La retina es un tejido que recubre casi por completo el interior del ojo. Está formada entre otras, por una capa de células fotorreceptoras denominadas conos y bastones. Los conos están concentrados en la parte central de la mácula, funcionan a altas intensidades de luz y son los responsables de la discriminación de los colores y de la agudeza visual. Los bastones están repartidos en toda la retina, siendo su concentración máxima en la periferia de la mácula y son los responsables de la visión nocturna y periférica. La luz llega a los conos y bastones y mediante el proceso de la fototransducción visual, se convierten en impulsos eléctricos que son transmitidos al cerebro mediante el nervio óptico convirtiéndose en imágenes.
Teniendo en cuenta que la evolución es variable y que no es igual para todos los afectados, los síntomas más frecuentes son:
Se denomina así a los problemas de adaptación a la oscuridad y a los lugares con poca iluminación. Puede aparecer a cualquier edad siendo lo más frecuente en la niñez o en la adolescencia.
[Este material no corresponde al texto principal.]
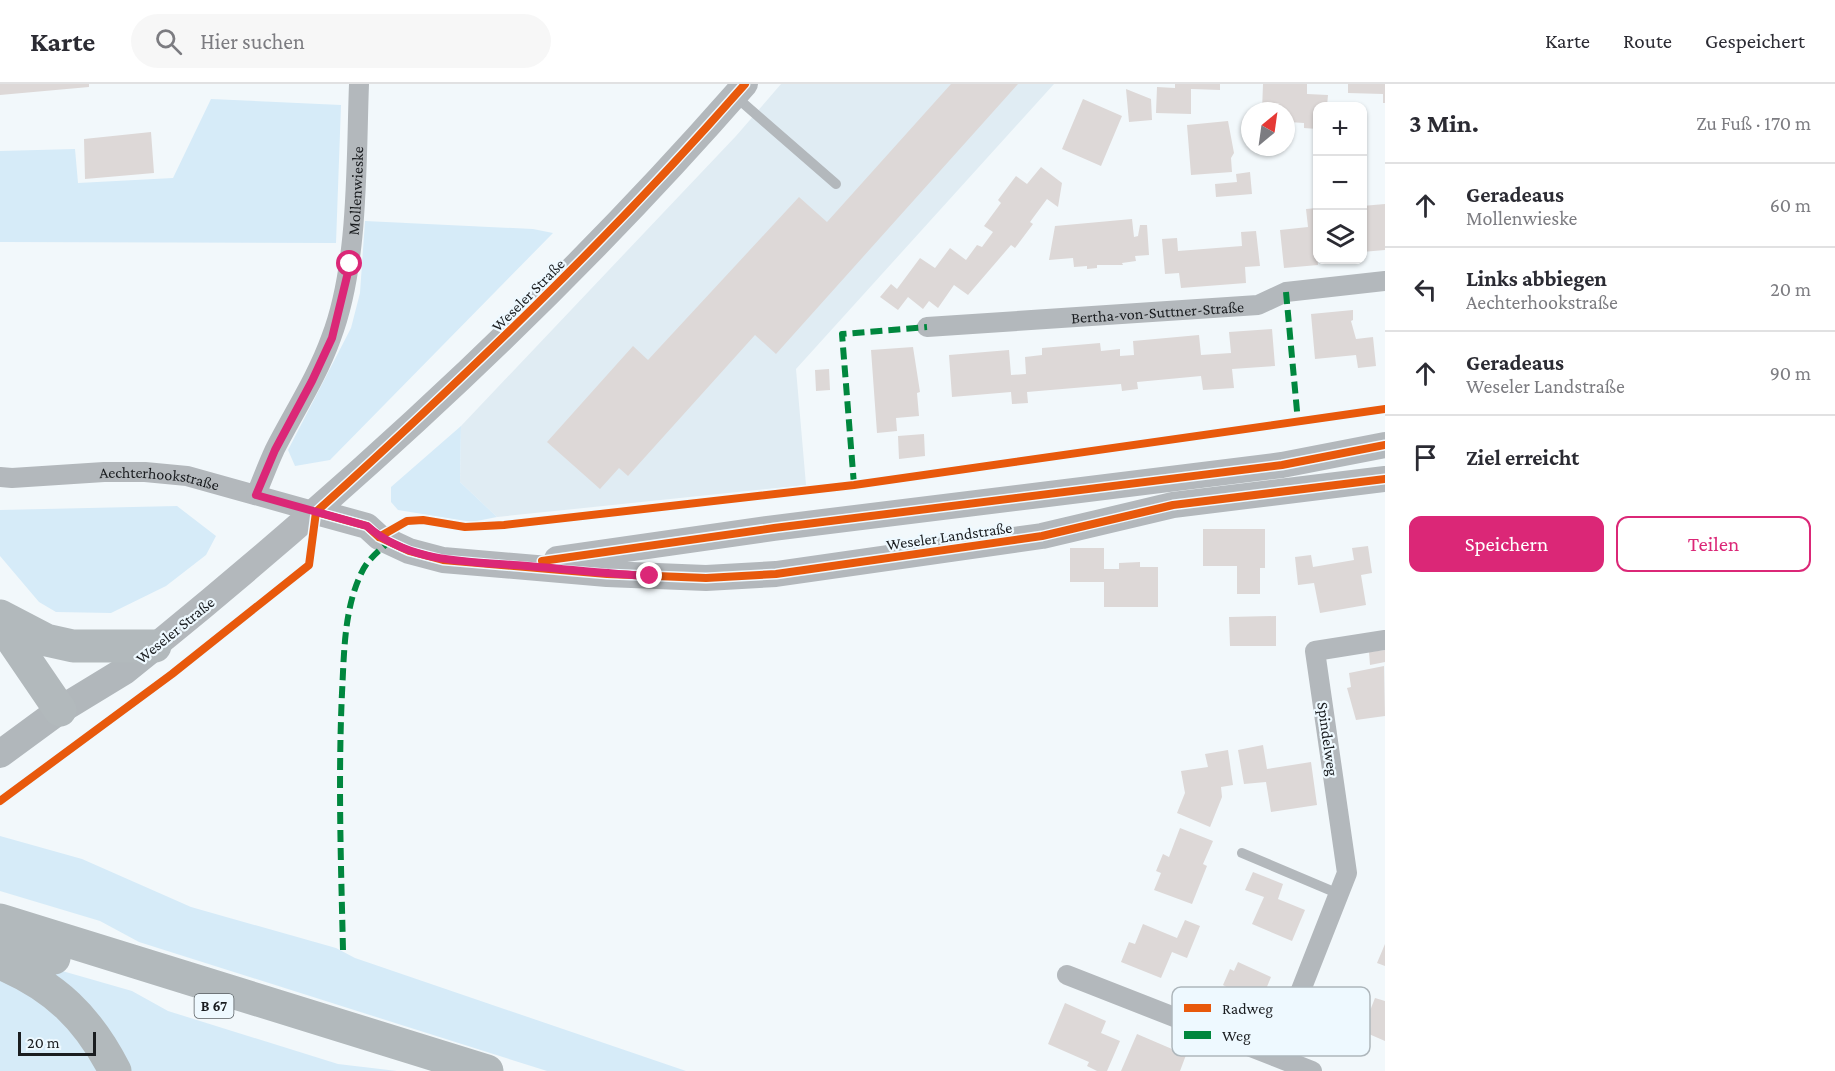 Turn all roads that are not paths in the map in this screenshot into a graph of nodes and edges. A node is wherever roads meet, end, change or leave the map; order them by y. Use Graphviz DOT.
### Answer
graph roads {
  1 [pos="359,84"];
  2 [pos="740,90"];
  3 [pos="836,184"];
  4 [pos="1385,281"];
  5 [pos="927,327"];
  6 [pos="1385,445"];
  7 [pos="0,477"];
  8 [pos="1385,479"];
  9 [pos="256,495"];
  10 [pos="316,512"];
  11 [pos="705,537"];
  12 [pos="512,564"];
  13 [pos="706,578"];
  14 [pos="0,616"];
  15 [pos="0,622"];
  16 [pos="1385,640"];
  17 [pos="155,646"];
  18 [pos="60,710"];
  19 [pos="0,754"];
  20 [pos="1242,853"];
  21 [pos="1338,894"];
  22 [pos="0,921"];
  23 [pos="0,946"];
  24 [pos="0,963"];
  25 [pos="1067,975"];
  26 [pos="1302,987"];
  27 [pos="1172,1016"];
  28 [pos="1275,1056"];
  29 [pos="115,1071"];
  30 [pos="426,1071"];
  31 [pos="487,1071"];
  32 [pos="1312,1071"];
  1 -- 9 [label="street, Mollenwieske"];
  2 -- 3 [label="lane"];
  2 -- 10 [label="street, Weseler Straße"];
  4 -- 5 [label="street, Bertha-von-Suttner-Straße"];
  6 -- 11 [label="street, Weseler Landstraße"];
  7 -- 9 [label="street, Aechterhookstraße"];
  8 -- 13 [label="street, Weseler Landstraße"];
  9 -- 10 [label="street, Aechterhookstraße"];
  10 -- 12 [label="street, Weseler Landstraße"];
  10 -- 17 [label="street, Weseler Straße"];
  11 -- 12 [label="street, Weseler Landstraße"];
  11 -- 13 [label="street"];
  12 -- 13 [label="street, Weseler Landstraße"];
  14 -- 17 [label="highway"];
  15 -- 18 [label="highway"];
  16 -- 21 [label="street, Spindelweg"];
  17 -- 18 [label="main road, Weseler Straße"];
  18 -- 19 [label="main road, Weseler Straße"];
  20 -- 21 [label="lane"];
  21 -- 26 [label="street, Spindelweg"];
  22 -- 31 [label="highway, B 67"];
  23 -- 30 [label="highway, B 67"];
  24 -- 29 [label="highway"];
  25 -- 27 [label="street"];
  28 -- 32 [label="street"];
} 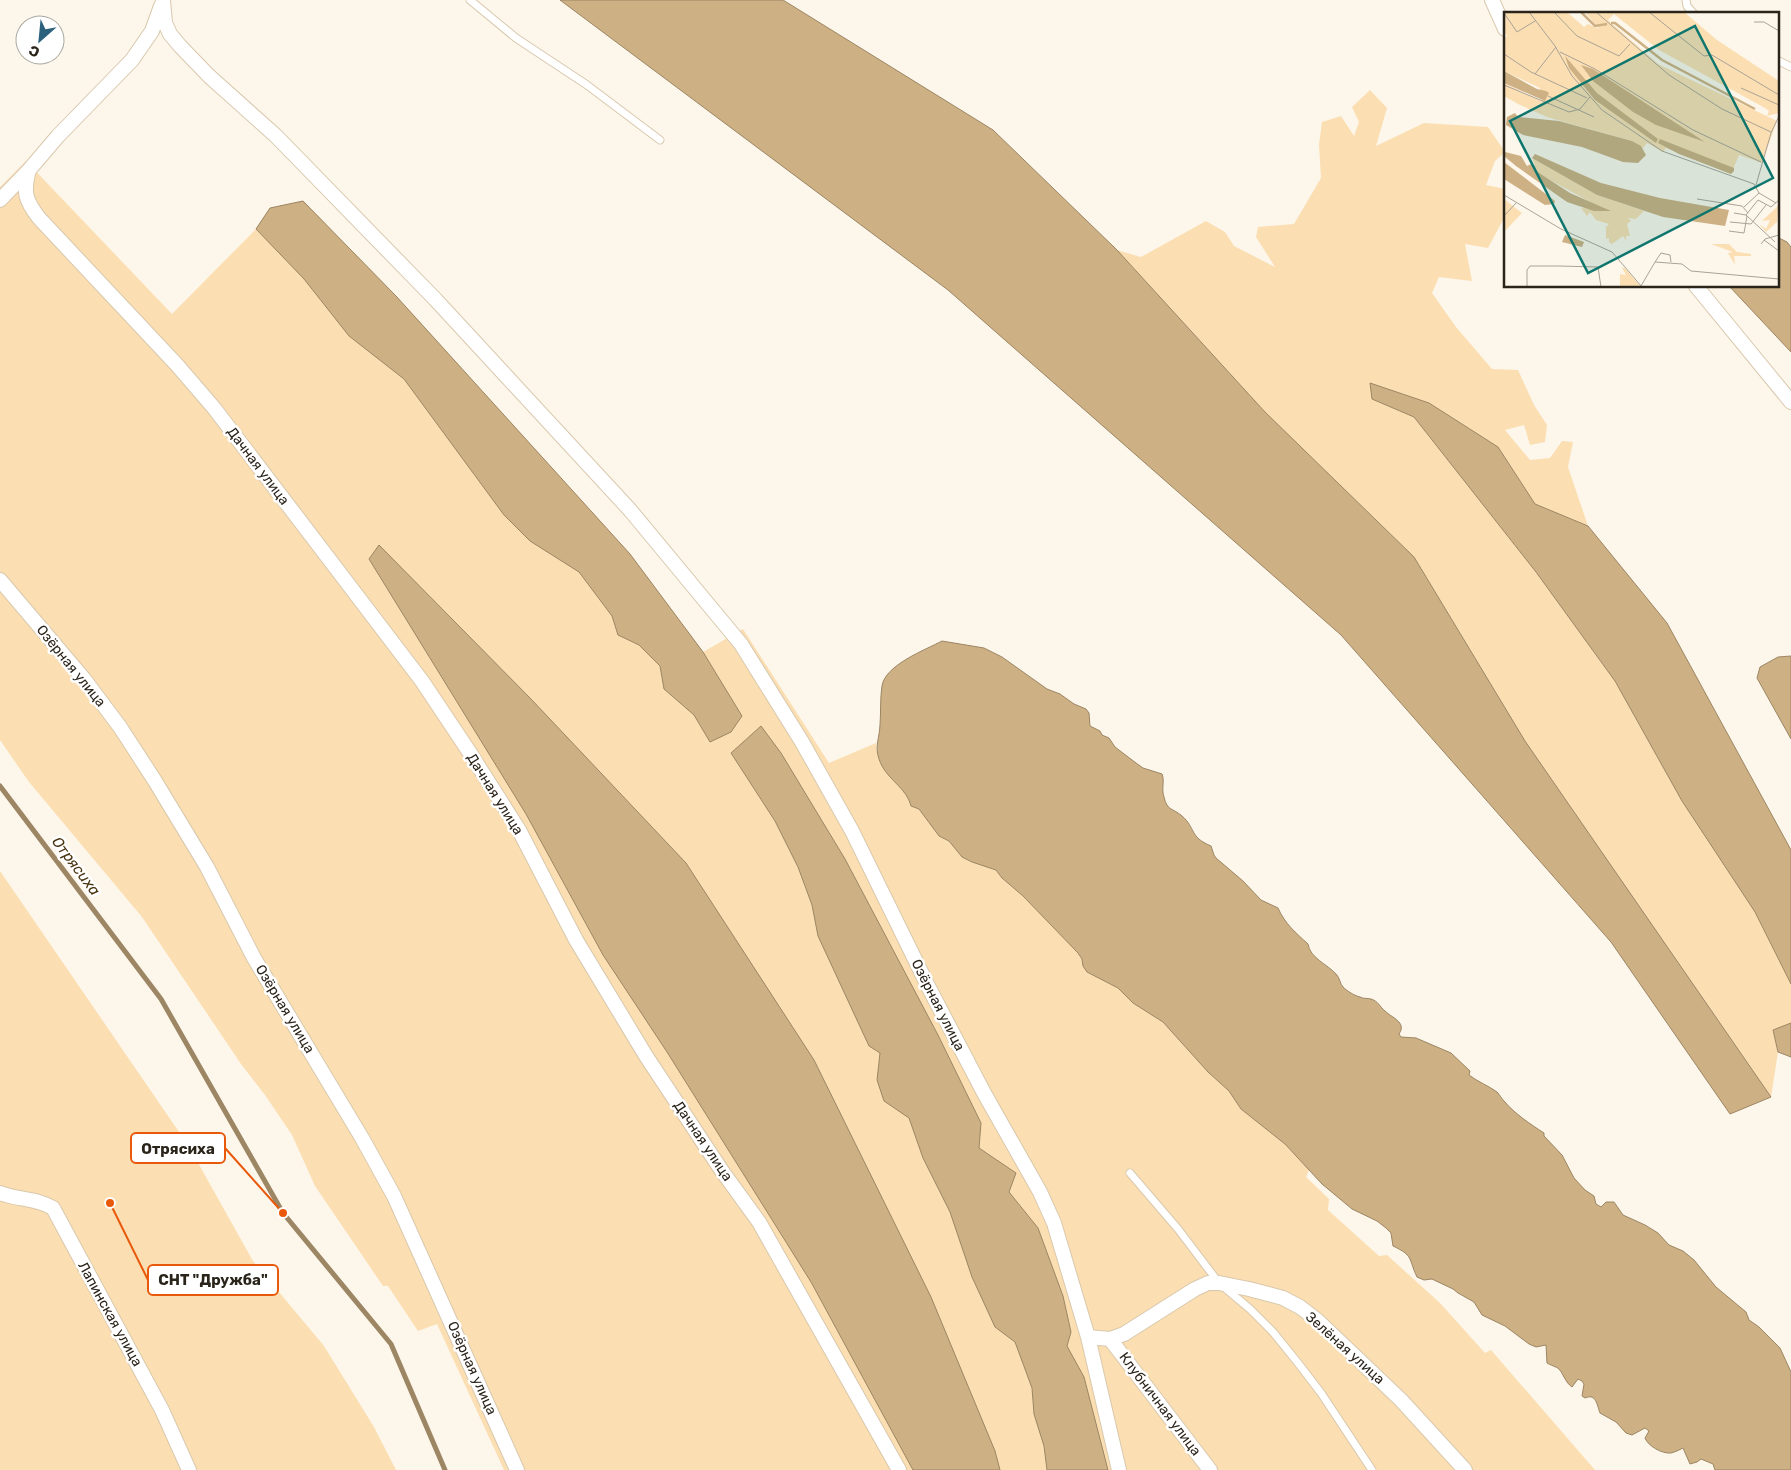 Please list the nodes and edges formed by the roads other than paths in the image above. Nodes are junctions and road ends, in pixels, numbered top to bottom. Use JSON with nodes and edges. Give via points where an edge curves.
{"nodes":[{"id":1,"x":470,"y":0,"type":"edge"},
{"id":2,"x":1492,"y":0,"type":"edge"},
{"id":3,"x":1686,"y":0,"type":"edge"},
{"id":4,"x":163,"y":2,"type":"edge"},
{"id":5,"x":1692,"y":12,"type":"edge"},
{"id":6,"x":1504,"y":27,"type":"edge"},
{"id":7,"x":1778,"y":60,"type":"edge"},
{"id":8,"x":1791,"y":67,"type":"edge"},
{"id":9,"x":660,"y":140,"type":"dead end"},
{"id":10,"x":29,"y":170,"type":"junction"},
{"id":11,"x":0,"y":200,"type":"edge"},
{"id":12,"x":1698,"y":288,"type":"edge"},
{"id":13,"x":1791,"y":402,"type":"edge"},
{"id":14,"x":0,"y":580,"type":"edge"},
{"id":15,"x":1130,"y":1173,"type":"dead end"},
{"id":16,"x":0,"y":1193,"type":"edge"},
{"id":17,"x":1219,"y":1283,"type":"junction"},
{"id":18,"x":1088,"y":1336,"type":"junction"},
{"id":19,"x":1110,"y":1339,"type":"junction"},
{"id":20,"x":189,"y":1470,"type":"edge"},
{"id":21,"x":517,"y":1470,"type":"edge"},
{"id":22,"x":899,"y":1470,"type":"edge"},
{"id":23,"x":1119,"y":1470,"type":"edge"},
{"id":24,"x":1210,"y":1470,"type":"edge"},
{"id":25,"x":1372,"y":1470,"type":"edge"},
{"id":26,"x":1465,"y":1470,"type":"edge"}],
"edges":[{"from":1,"to":9,"type":"lane","via":[[516,38]]},
{"from":2,"to":6,"type":"street"},
{"from":3,"to":5,"type":"lane"},
{"from":4,"to":10,"type":"street","via":[[152,31],[132,60]]},
{"from":4,"to":18,"type":"street","name":"Озёрная улица","via":[[165,23],[180,46],[276,136],[435,299],[630,510],[735,636],[802,742],[852,831],[928,986],[1040,1192],[1054,1223]]},
{"from":7,"to":8,"type":"lane"},
{"from":10,"to":11,"type":"street"},
{"from":10,"to":22,"type":"street","name":"Дачная улица","via":[[25,193],[39,218],[214,408],[422,681],[519,830],[576,940],[646,1056],[759,1222]]},
{"from":12,"to":13,"type":"street"},
{"from":14,"to":21,"type":"street","name":"Озёрная улица","via":[[120,727],[206,867],[254,958],[394,1196]]},
{"from":15,"to":17,"type":"lane"},
{"from":16,"to":20,"type":"street","name":"Лапинская улица","via":[[53,1208],[162,1410]]},
{"from":17,"to":19,"type":"street","name":"Зелёная улица","via":[[1195,1289],[1124,1334]]},
{"from":17,"to":25,"type":"lane","via":[[1273,1332],[1321,1393]]},
{"from":17,"to":26,"type":"street","name":"Зелёная улица","via":[[1283,1298],[1300,1307],[1402,1400]]},
{"from":18,"to":19,"type":"street"},
{"from":18,"to":23,"type":"street"},
{"from":19,"to":24,"type":"street","name":"Клубничная улица"}]}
En ésta etapa el afectado no es todavía consciente de su enfermedad dado que la limitación provoca únicamente una sensación de torpeza.
En éste estadio se agudiza la carencia de visión lateral o periférica, oscilando entre los 30 y 50 grados, resultando una visión denominada “cañón de escopeta” que puede ir acompañada también de una disminución de la agudeza visual.
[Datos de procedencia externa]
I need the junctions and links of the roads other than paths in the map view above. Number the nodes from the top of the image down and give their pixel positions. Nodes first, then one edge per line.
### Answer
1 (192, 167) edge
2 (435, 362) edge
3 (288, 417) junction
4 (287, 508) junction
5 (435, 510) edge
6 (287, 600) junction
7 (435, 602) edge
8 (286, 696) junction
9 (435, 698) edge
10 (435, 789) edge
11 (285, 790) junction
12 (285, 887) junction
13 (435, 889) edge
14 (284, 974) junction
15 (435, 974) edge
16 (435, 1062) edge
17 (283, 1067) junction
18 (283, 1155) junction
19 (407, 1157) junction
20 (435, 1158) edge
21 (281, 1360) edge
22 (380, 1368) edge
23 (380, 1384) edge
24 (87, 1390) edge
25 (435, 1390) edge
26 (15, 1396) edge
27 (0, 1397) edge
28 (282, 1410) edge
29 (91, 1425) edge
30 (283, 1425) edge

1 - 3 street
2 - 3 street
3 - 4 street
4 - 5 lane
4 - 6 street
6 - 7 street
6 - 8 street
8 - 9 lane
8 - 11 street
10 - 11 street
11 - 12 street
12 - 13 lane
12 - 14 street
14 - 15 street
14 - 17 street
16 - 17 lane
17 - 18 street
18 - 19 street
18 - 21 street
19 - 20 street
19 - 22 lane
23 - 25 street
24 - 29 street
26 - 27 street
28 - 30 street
Con luz solar muy intensa, lugares excesivamente iluminados, destellos luminosos, etc., producen molestias en la visión.
Con frecuencia la R.P. puede causar la aparición de catarata subcapsular posterior.
La R.P. es hereditaria aproximadamente en un 50% de los casos, por esta razón
se recomienda cuando se detecte, que todos los miembros de la familia se sometan
a un estudio oftalmológico, electro fisiológico y genético.
La detección genética en la degeneración de la retina es muy compleja, ya que,
son muchos los genes causantes de la R.P.
Hasta hace unos 10 años sólo se conocían alrededor de 30 genes y en la actualidad
se conocen más de 150.
Los diferentes tipos de transmisión hereditaria son los siguientes:
Deberá estudiarse cada caso por si se puede conocer el patrón hereditario posterior.
En la actualidad el porcentaje de distribución estadística aproximado según los profesores Anthony De Beus y Kent W. Small de la Universidad de California es la siguiente:
Ligada al sexo 9%
Autosómica recesiva 16%
Autosómica dominante 22%
Esporádica 53%
Actualmente, no se conoce ningún tratamiento eficaz para la R.P. No obstante están abiertas diversas líneas de investigación: farmacológicas, trasplante de células del epitelio pigmentario, virus y retro virus, terapia génica, apoptosis (muerte programada de las células), células madre (stem cells), retina artificial, etc., algunas de ellas con resultados preliminares prometedores y en fases avanzadas de desarrollo.
Agudeza visual. Deberá conseguir con o sin cristales correctores en el mejor de los ojos 2/3 de la escala de Wecker y ½ en el otro.
Campo visual. No se admiten reducciones horizontales por debajo de 60 grados en el lado temporal y de 35 grados en el nasal, (en los permisos A-1, A-2, B-1 y LCC).
Se tolerará una reducción no superior al 10% del normal global ( los permisos B-2, C-1, C-2, D y E).